The imaging modality of choice for gallbladder disease is abdominal ultrasound, but it has no specific signs to indicate GBS [4]. In our case, the initial US showed gallstones which is similar to most of the reported cases seen in our review (Table 1). No specific blood tests are available for GBS. Only two cases showed positive serology after surgery (Table 1).

For GBS, the treatment remains surgical, usually by laparoscopic cholecystectomy [4]. At surgery, the gallbladder mimics cancer or xanthogranulomatous cholecystitis [15]. As per review, most cases showed irregularly thick and fibrosed gallbladder wall infiltrating into the liver at its bed alongside adhesions to the omentum and nearby bowel (Table 1). In the case presented, the fibrosis encountered in the liver bed could be secondary to schistosoma infestation, healing process secondary to the cholecystitis, or probably a combination of both. For timing of surgery, we preferred to proceed with an elective cholecystectomy after the patient passed the acute stage of disease and treatment for obstructive jaundice, cholangitis, and liver abscess. Elective cholecystectomy after cholangitis treatment is a feasible option as per Tokyo guidelines [16]. Other studies showed that drainage followed by delayed surgery is an acceptable treatment for cholecystitis concomitant with liver abscess [17, 18].

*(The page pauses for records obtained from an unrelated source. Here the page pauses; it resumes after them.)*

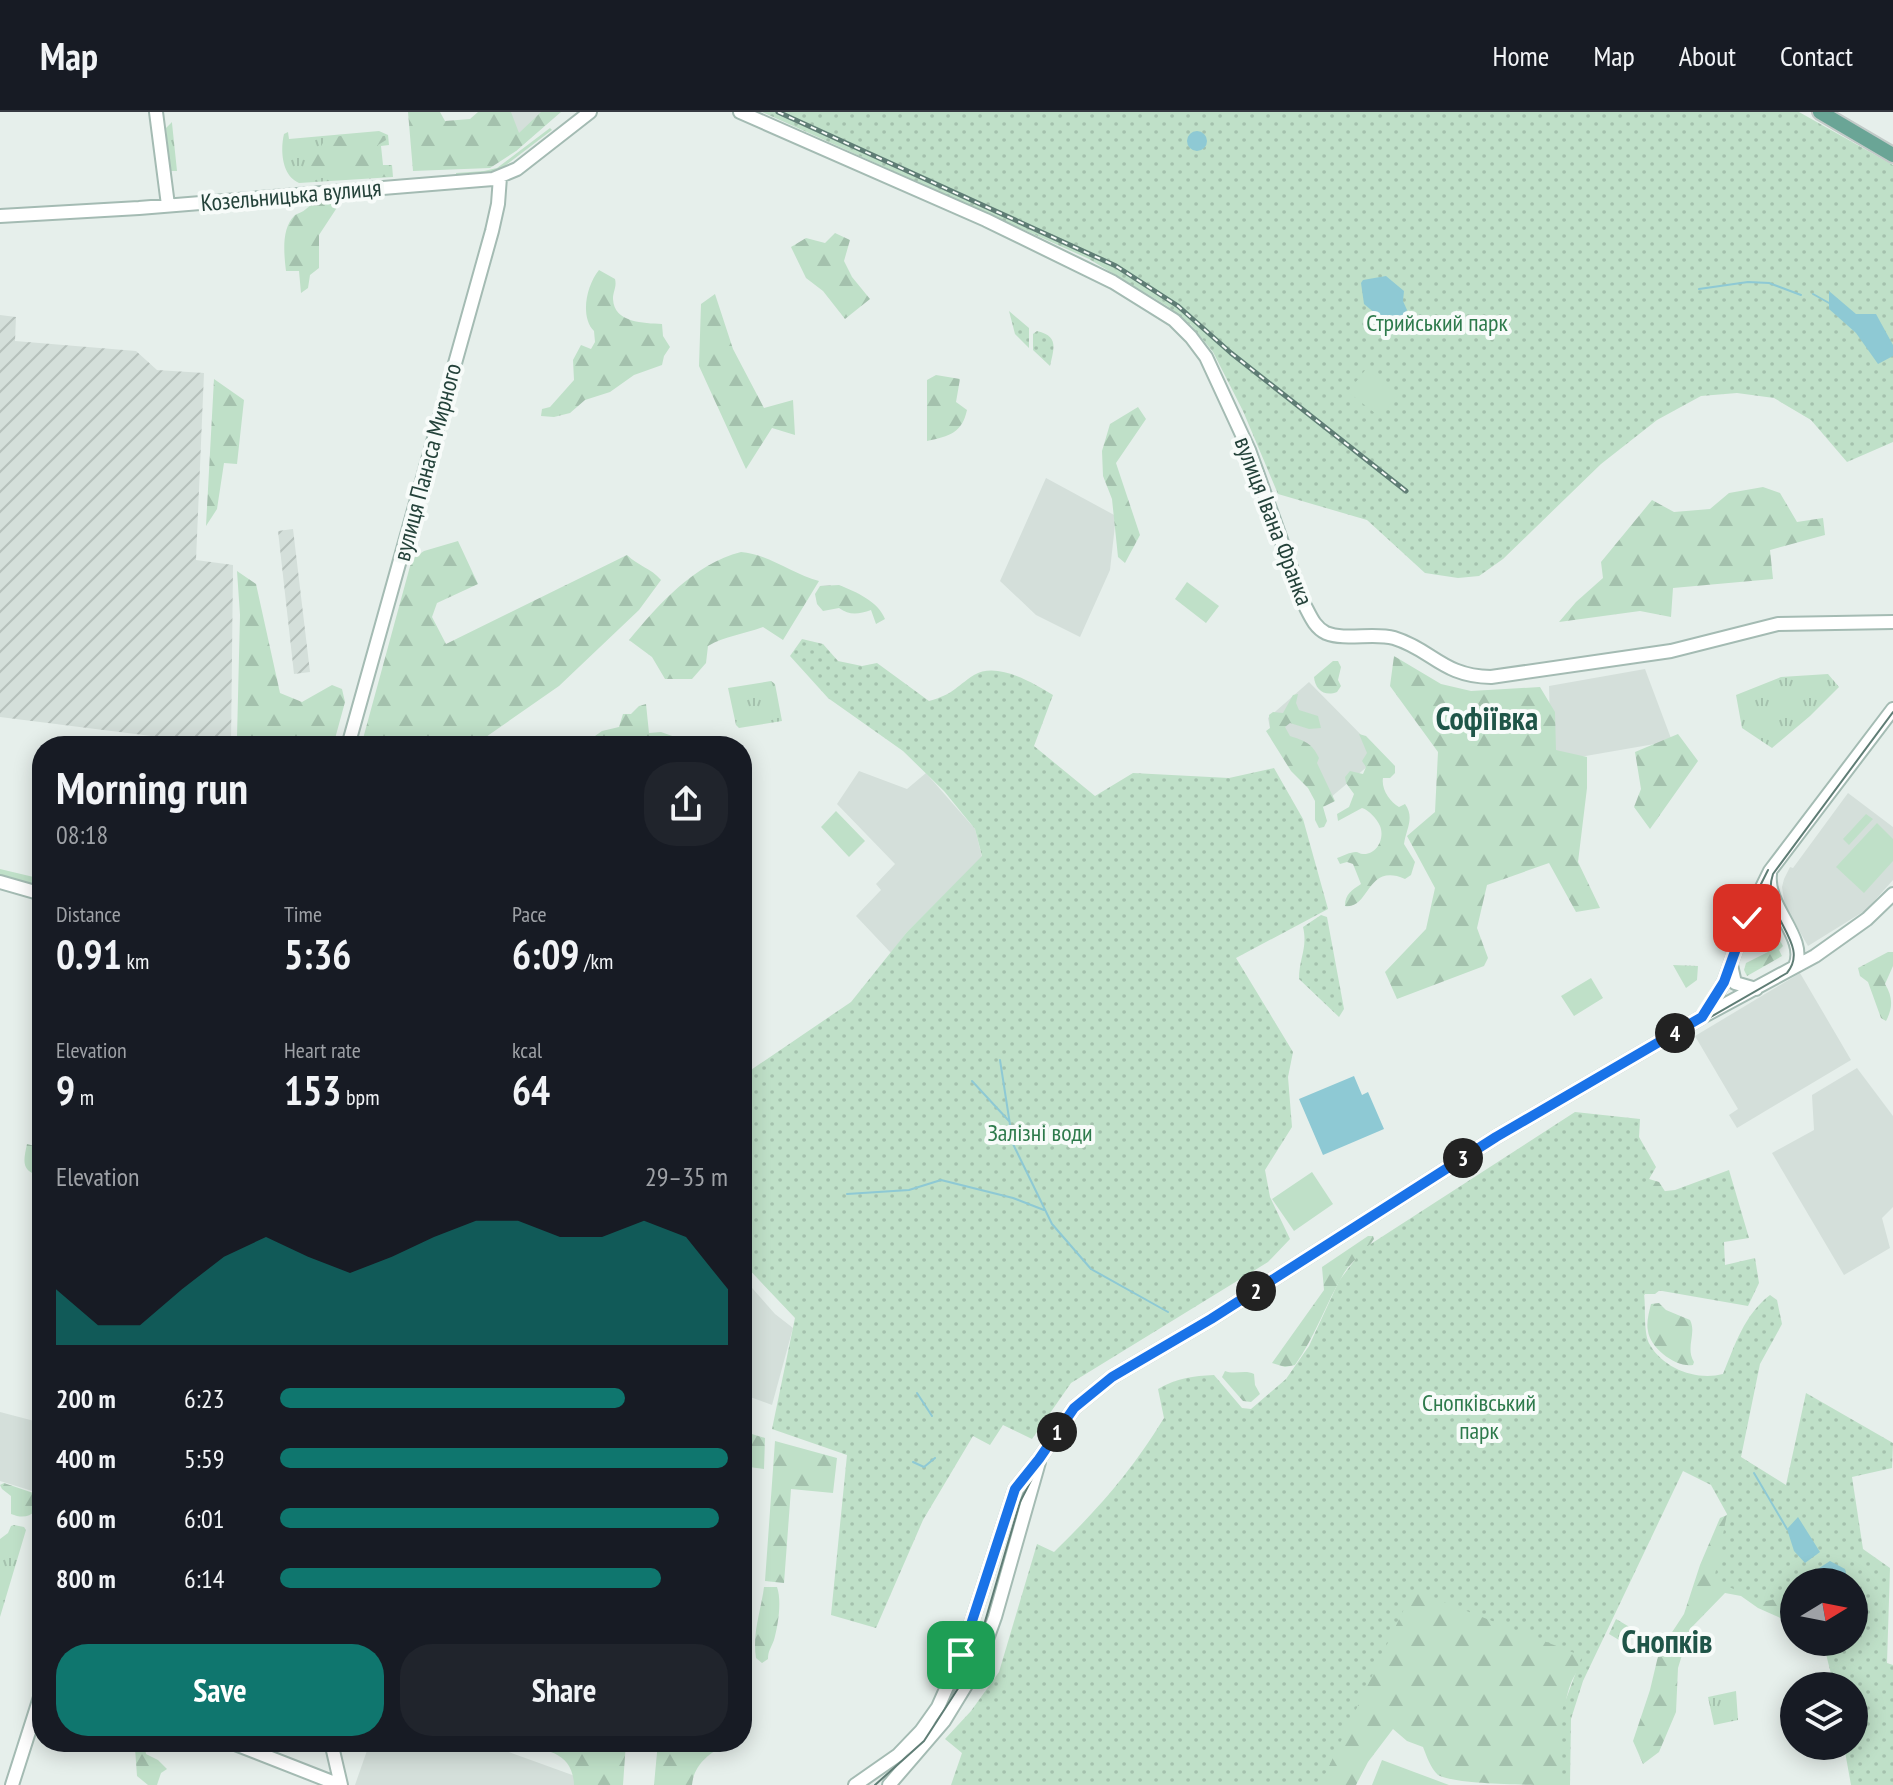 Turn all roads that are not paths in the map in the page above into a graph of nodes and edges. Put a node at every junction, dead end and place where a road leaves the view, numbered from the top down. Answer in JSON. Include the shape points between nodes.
{"nodes":[{"id":1,"x":156,"y":112,"type":"edge"},
{"id":2,"x":576,"y":112,"type":"edge"},
{"id":3,"x":590,"y":112,"type":"edge"},
{"id":4,"x":740,"y":112,"type":"edge"},
{"id":5,"x":1820,"y":112,"type":"edge"},
{"id":6,"x":566,"y":129,"type":"junction"},
{"id":7,"x":1893,"y":155,"type":"edge"},
{"id":8,"x":500,"y":177,"type":"junction"},
{"id":9,"x":168,"y":205,"type":"junction"},
{"id":10,"x":0,"y":216,"type":"edge"},
{"id":11,"x":1893,"y":622,"type":"edge"},
{"id":12,"x":1893,"y":709,"type":"edge"},
{"id":13,"x":351,"y":736,"type":"edge"},
{"id":14,"x":1770,"y":871,"type":"junction"},
{"id":15,"x":0,"y":882,"type":"edge"},
{"id":16,"x":32,"y":891,"type":"edge"},
{"id":17,"x":1893,"y":894,"type":"edge"},
{"id":18,"x":1748,"y":916,"type":"junction"},
{"id":19,"x":1782,"y":918,"type":"junction"},
{"id":20,"x":1731,"y":961,"type":"junction"},
{"id":21,"x":1795,"y":966,"type":"junction"},
{"id":22,"x":1756,"y":989,"type":"junction"},
{"id":23,"x":1702,"y":1017,"type":"junction"},
{"id":24,"x":1039,"y":1459,"type":"junction"},
{"id":25,"x":32,"y":1724,"type":"edge"},
{"id":26,"x":256,"y":1752,"type":"edge"},
{"id":27,"x":333,"y":1752,"type":"edge"},
{"id":28,"x":12,"y":1785,"type":"edge"},
{"id":29,"x":340,"y":1785,"type":"edge"},
{"id":30,"x":855,"y":1785,"type":"edge"},
{"id":31,"x":889,"y":1785,"type":"edge"}],
"edges":[{"from":1,"to":9,"type":"main road"},
{"from":2,"to":6,"type":"main road","name":"Козельницька вулиця"},
{"from":3,"to":6,"type":"main road","name":"Козельницька вулиця"},
{"from":4,"to":11,"type":"main road","name":"вулиця Івана Франка","via":[[970,213],[1113,282],[1174,320],[1206,357],[1249,450],[1304,604],[1315,626],[1328,634],[1397,639],[1452,671],[1491,677],[1671,651],[1778,624]]},
{"from":5,"to":7,"type":"main road"},
{"from":6,"to":8,"type":"main road","name":"Козельницька вулиця"},
{"from":8,"to":9,"type":"main road","name":"Козельницька вулиця"},
{"from":8,"to":13,"type":"main road","name":"вулиця Панаса Мирного","via":[[492,231]]},
{"from":9,"to":10,"type":"main road","name":"Козельницька вулиця"},
{"from":12,"to":14,"type":"main road"},
{"from":14,"to":18,"type":"main road"},
{"from":14,"to":19,"type":"main road","via":[[1772,897]]},
{"from":15,"to":16,"type":"main road"},
{"from":17,"to":21,"type":"main road","via":[[1867,919]]},
{"from":18,"to":19,"type":"main road"},
{"from":18,"to":20,"type":"main road"},
{"from":19,"to":21,"type":"main road","via":[[1796,941]]},
{"from":20,"to":22,"type":"main road","via":[[1735,983]]},
{"from":20,"to":23,"type":"main road"},
{"from":21,"to":22,"type":"main road"},
{"from":22,"to":23,"type":"main road"},
{"from":23,"to":24,"type":"main road","via":[[1496,1137],[1112,1377],[1074,1408]]},
{"from":24,"to":30,"type":"main road","via":[[1009,1503],[961,1655],[938,1707],[898,1755]]},
{"from":24,"to":31,"type":"main road","via":[[977,1667],[944,1721]]},
{"from":25,"to":28,"type":"main road"},
{"from":26,"to":29,"type":"main road"},
{"from":27,"to":29,"type":"main road"}]}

Moreover, four patients received postoperative complementary medical treatment which was praziquantel [8, 15, 19]. Similar to others, our patient received postoperative praziquantel.

The specimen pathology usually reveals a lymphocytic infiltrate; schistosomal eggs can be found in any layer of the gallbladder wall causing fibrocalcific reaction; most of the cases showed granulomatous inflammation surrounding the schistosomal eggs (Table 1).

4. Conclusions

GBS might be considered preoperatively in patients who lived in an endemic area and developed symptoms suggestive of gallbladder disease. This is the first case that report a liver abscess in a patient with cholecystitis with a gallbladder infested by Schistosoma. However, a majority of cholecystitis in patients with schistosomiasis involve the presence of gallstones. This condition carries the same possible complications and should be managed in the same way as usual cholecystitis. Surgeons must however expect a more difficult dissection during operation.

Ethical Approval

The protocol for this research project has been approved by a suitably constituted Ethics Committee of the institution, and it conforms to the provisions of the Declaration of Helsinki. Medical research center committee of Hamad Medical Corporation, approval No. (MRC-04-20-912).

Written informed consent was obtained from the patient for publication of this case report and accompanying images. A copy of the written consent is available on request.

Conflicts of Interest

The authors declare no conflict of interests for this article.